For Immediate Release

Chicago, IL – March 4, 2010 – Zacks.com announces the latest Industry Outlook. Today, Zacks Equity Research discusses the Health Care Industry, including WellPoint Inc. (WLP), Health Net Inc. (HNT), BioScrip, Inc. (BIOS) and ZOLL Medical Corporation (ZOLL).

A synopsis of today’s Industry Outlook is presented below. The full article can be read at http://www.zacks.com/stock/news/31224/Health+Care+Outlook+%26amp%3B+Stock+Review.

Health Care Outlook & Stock Review

President Obama has made a last-ditch effort to revive the stalled U.S. healthcare overhaul with a plan to make insurance more affordable and to bolster government authority to regulate premium hikes. The plan, which aims to break an impasse in the U.S. Congress, intends to provide coverage to millions of uninsured Americans and set up federal monitoring of private insurers’ rate increases. The President’s proposal comes following months of debate on reform in the Senate and House of Representatives over their respective legislation.

As per the plan, health insurers would have to spend at least 80% of their premiums on medical care, a move that could result in penalties for 16% of health insurers. Furthermore, the proposed plan intends to penalize health insurers who spend more than 20% of premiums on operational costs, such as salaries and marketing.

Exorbitant rate hikes and profit margins became the subject of public debate after WellPoint Inc. (WLP) issued letters to the policyholders of its subsidiary Anthem Blue Cross in California, warning them of steep rate hikes.

Recently, the U.S. House of Representatives voted to strip health insurance companies of a 65-year-old antitrust exemption. The 406 to 19 vote aims to repeal an antitrust exemption that has meant that states take the lead in enforcing antitrust law for health insurers.

We are positive on Health Net Inc. (HNT) on which we have an Outperform rating. While we remain concerned about the decline in membership, we believe a gradual improvement of the US economy should improve its membership status. Moreover, a strong balance sheet should enable it to tackle the current scenario.

Health technology holds the promise of improved operating efficiencies for many parts of the healthcare industry, hospitals included. However, in the short term those that stand to benefit the most from the stimulus are companies whose business models are based on information technology platforms.
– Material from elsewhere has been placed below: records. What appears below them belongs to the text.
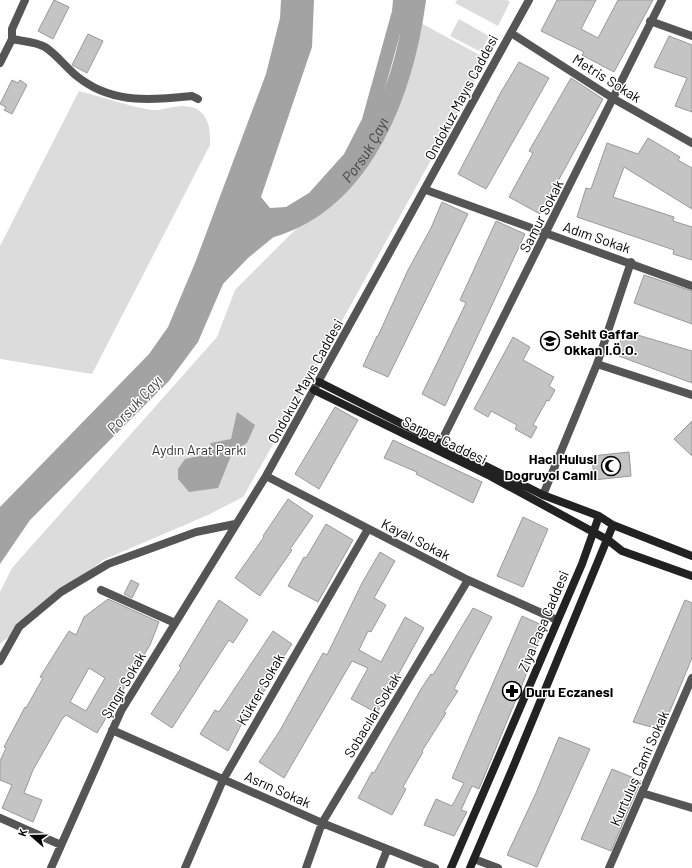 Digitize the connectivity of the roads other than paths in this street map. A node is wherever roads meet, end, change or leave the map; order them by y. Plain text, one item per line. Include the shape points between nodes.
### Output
1 (25, 0) edge
2 (529, 0) edge
3 (662, 0) edge
4 (650, 21) junction
5 (511, 33) junction
6 (692, 36) edge
7 (12, 39) junction
8 (0, 62) edge
9 (198, 99) dead end
10 (614, 99) junction
11 (692, 142) edge
12 (426, 190) junction
13 (547, 233) junction
14 (631, 262) junction
15 (692, 286) edge
16 (597, 364) junction
17 (319, 382) junction
18 (314, 390) junction
19 (692, 395) edge
20 (442, 442) junction
21 (266, 476) junction
22 (543, 495) junction
23 (598, 516) junction
24 (235, 524) junction
25 (613, 525) junction
26 (368, 529) junction
27 (592, 532) junction
28 (608, 540) junction
29 (692, 556) edge
30 (692, 576) edge
31 (468, 580) junction
32 (101, 590) dead end
33 (557, 620) junction
34 (175, 623) junction
35 (0, 661) edge
36 (692, 680) edge
37 (112, 730) junction
38 (224, 780) junction
39 (642, 794) junction
40 (692, 808) edge
41 (0, 818) edge
42 (322, 823) junction
43 (61, 844) junction
44 (387, 850) junction
45 (474, 859) junction
46 (51, 868) edge
47 (185, 868) edge
48 (306, 868) edge
49 (380, 868) edge
50 (435, 868) edge
51 (451, 868) edge
52 (470, 868) edge
53 (498, 868) edge
54 (609, 868) edge

1 - 7 street via 12,29
2 - 5 street, Ondokuz Mayıs Caddesi
3 - 4 street, Samur Sokak
4 - 6 street
4 - 10 street, Samur Sokak
5 - 10 street, Metris Sokak
5 - 12 street, Ondokuz Mayıs Caddesi
7 - 8 street
7 - 9 street via 44,46 82,81 105,92 127,98 153,100 192,96
10 - 11 street, Metris Sokak
10 - 13 street, Samur Sokak
12 - 13 street, Adım Sokak
12 - 17 street, Ondokuz Mayıs Caddesi
13 - 14 street, Adım Sokak
13 - 20 street, Samur Sokak
14 - 15 street, Adım Sokak
14 - 16 street
16 - 19 street
16 - 22 street
17 - 18 street, Ondokuz Mayıs Caddesi
17 - 20 main road, Sarper Caddesi
18 - 21 street, Ondokuz Mayıs Caddesi
18 - 27 main road, Sarper Caddesi via 490,476
20 - 22 main road, Sarper Caddesi
21 - 24 street, Ondokuz Mayıs Caddesi
21 - 26 street, Kayalı Sokak
22 - 23 main road, Sarper Caddesi
23 - 25 main road, Sarper Caddesi
23 - 27 main road, Ziya Paşa Caddesi
24 - 34 street, Şıngır Sokak
24 - 35 street via 196,532 108,564 60,592 19,627
25 - 28 main road, Ziya Paşa Caddesi
25 - 29 main road, Sarper Caddesi
26 - 31 street, Kayalı Sokak
26 - 38 street, Kükrer Sokak
27 - 28 main road, Sarper Caddesi
27 - 33 main road, Ziya Paşa Caddesi via 582,564
28 - 30 main road, Sarper Caddesi via 622,551
28 - 45 main road, Ziya Paşa Caddesi
31 - 33 street, Kayalı Sokak
31 - 42 street, Sobacılar Sokak
32 - 34 street
33 - 51 main road, Ziya Paşa Caddesi
34 - 37 street, Şıngır Sokak
36 - 39 street, Kurtuluş Cami Sokak
37 - 38 street, Asrın Sokak
37 - 43 street, Şıngır Sokak
38 - 42 street, Asrın Sokak
38 - 47 street, Kükrer Sokak
39 - 40 street
39 - 54 street, Kurtuluş Cami Sokak
41 - 43 street
42 - 44 street, Asrın Sokak
42 - 48 street, Sobacılar Sokak
43 - 46 street, Şıngır Sokak
44 - 49 street
44 - 50 street, Asrın Sokak
45 - 52 main road, Ziya Paşa Caddesi
45 - 53 street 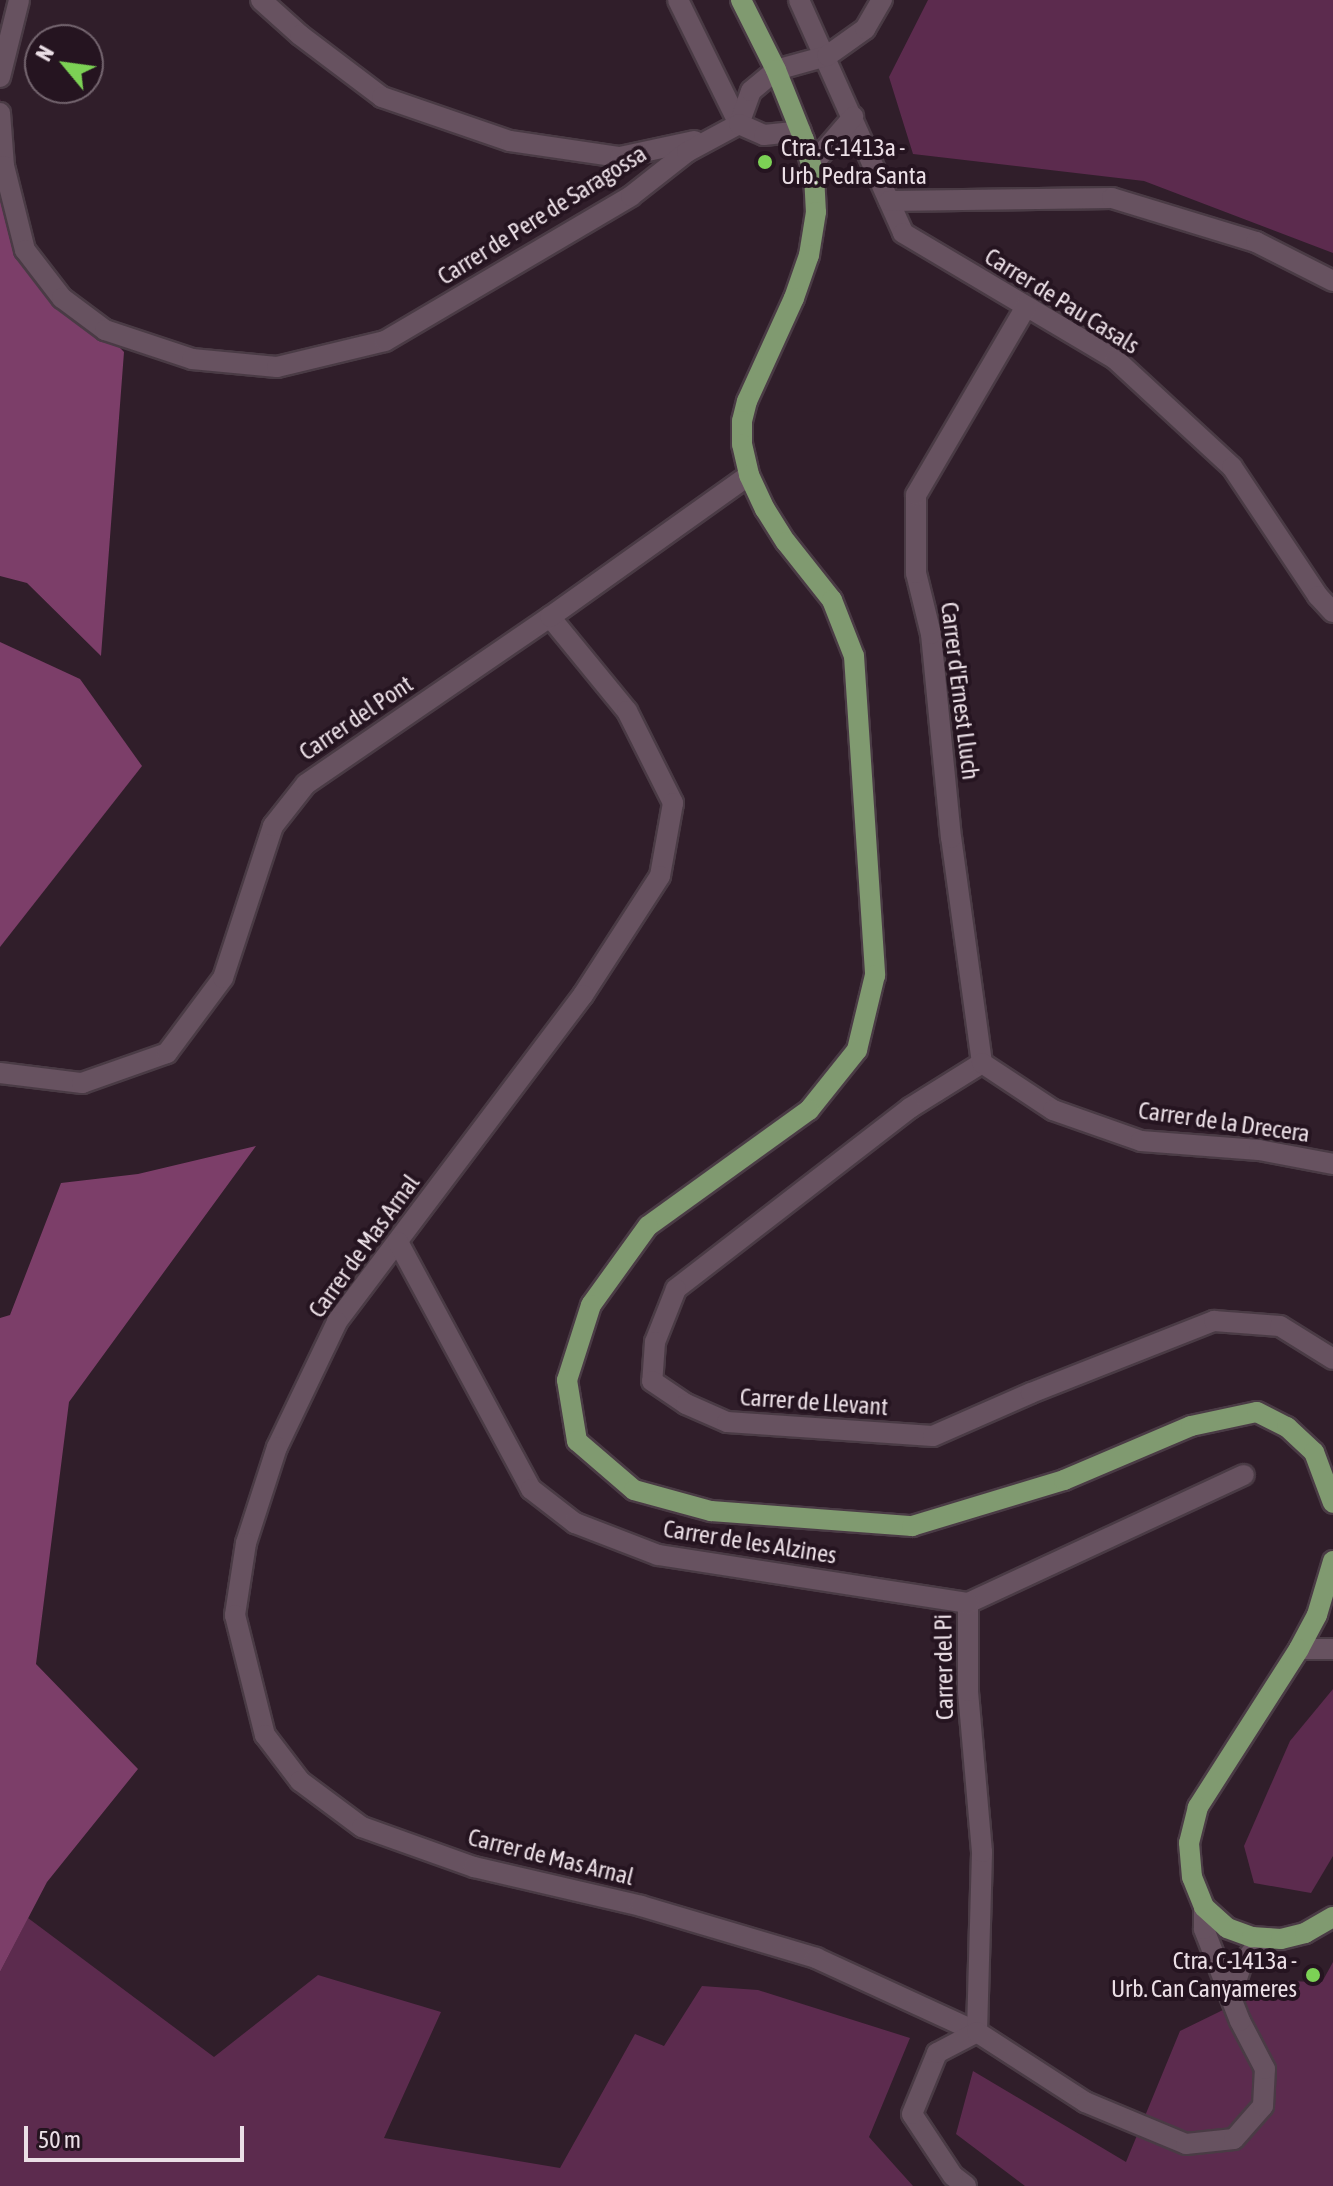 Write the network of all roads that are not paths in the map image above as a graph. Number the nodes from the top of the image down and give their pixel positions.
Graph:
1 (19, 0) edge
2 (261, 0) edge
3 (678, 0) edge
4 (741, 0) edge
5 (799, 0) edge
6 (882, 0) edge
7 (827, 56) junction
8 (776, 70) junction
9 (0, 77) edge
10 (0, 113) edge
11 (853, 117) junction
12 (739, 124) junction
13 (802, 135) junction
14 (811, 166) junction
15 (889, 201) junction
16 (1333, 281) edge
17 (1026, 307) junction
18 (749, 475) junction
19 (1333, 612) edge
20 (550, 617) junction
21 (982, 1063) junction
22 (0, 1073) edge
23 (1333, 1164) edge
24 (398, 1242) junction
25 (1333, 1359) edge
26 (1244, 1475) dead end
27 (1333, 1503) edge
28 (1333, 1561) edge
29 (968, 1603) junction
30 (1299, 1649) junction
31 (1333, 1649) edge
32 (1204, 1907) junction
33 (1333, 1917) edge
34 (1270, 1938) junction
35 (1231, 1997) junction
36 (977, 2032) junction
37 (966, 2186) edge

1 - 9 street
2 - 12 street, Carrer de Pere de Saragossa
3 - 12 street
4 - 8 main road
5 - 7 street, Carrer de Pau Casals
6 - 7 street
7 - 8 street
7 - 11 street, Carrer de Pau Casals
8 - 12 street
8 - 13 main road
10 - 12 street, Carrer de Pere de Saragossa
11 - 14 street
11 - 15 street, Carrer de Pau Casals
12 - 13 street
13 - 14 main road
14 - 18 main road
15 - 16 street
15 - 17 street, Carrer de Pau Casals
17 - 19 street, Carrer de Pau Casals
17 - 21 street, Carrer d'Ernest Lluch
18 - 20 street, Carrer del Pont
18 - 27 main road
20 - 22 street, Carrer del Pont
20 - 24 street, Carrer de Mas Arnal
21 - 23 street, Carrer de la Drecera
21 - 25 street, Carrer de Llevant
24 - 29 street, Carrer de les Alzines
24 - 36 street, Carrer de Mas Arnal
26 - 29 street, Carrer del Pi
28 - 30 main road
29 - 36 street, Carrer del Pi
30 - 31 street
30 - 32 main road
32 - 34 main road
32 - 35 street, Carrer de Mas Arnal
33 - 34 main road
34 - 35 street
35 - 36 street, Carrer de Mas Arnal
36 - 37 street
One such company is BioScrip, Inc. (BIOS) on which we are positive despite its neutral rating. BioScrip is a specialty pharmacy services provider and pharmacy benefit manager. The company operates two interrelated business segments, namely: Specialty Services, which consists of specialty pharmacy distribution and clinical management services; and Traditional Pharmacy Services (previously referred to as PBM Services), which consists of pharmacy benefit management and traditional mail services.

The company’s diversified product mix across several key disease areas including immunology, multiple sclerosis and oncology should drive growth. The oral oncology business continues to show robust growth and should remain a strong part of the company’s business. We are pleased to see that the company is working on expanding its national reach and local presence and is adding infusion capacity in markets which have a large number of members.

We believe BioScrip is well-positioned to benefit from future healthcare reform initiatives like broader insurance coverage, the approval of a pathway for bio-similars and incentives supporting the utilization of information technology systems. The implementation of these initiatives is in line with the company’s strategy and should bode well for its future.

Another company on which we are positive — despite its current Neutral recommendation — is ZOLL Medical Corporation (ZOLL). We are pleased with the company’s wide range of products and significant international presence. The company has made multiple acquisitions in the past, which have aided growth and is looking out for more such opportunities.

The company is a leading player in the global market for external defibrillators, which is worth over $1 billion annually. ZOLL Medical has innovated a wide range of product features that have become the standard of care in the external defibrillator industry. The company is expanding its offerings to sustain growth.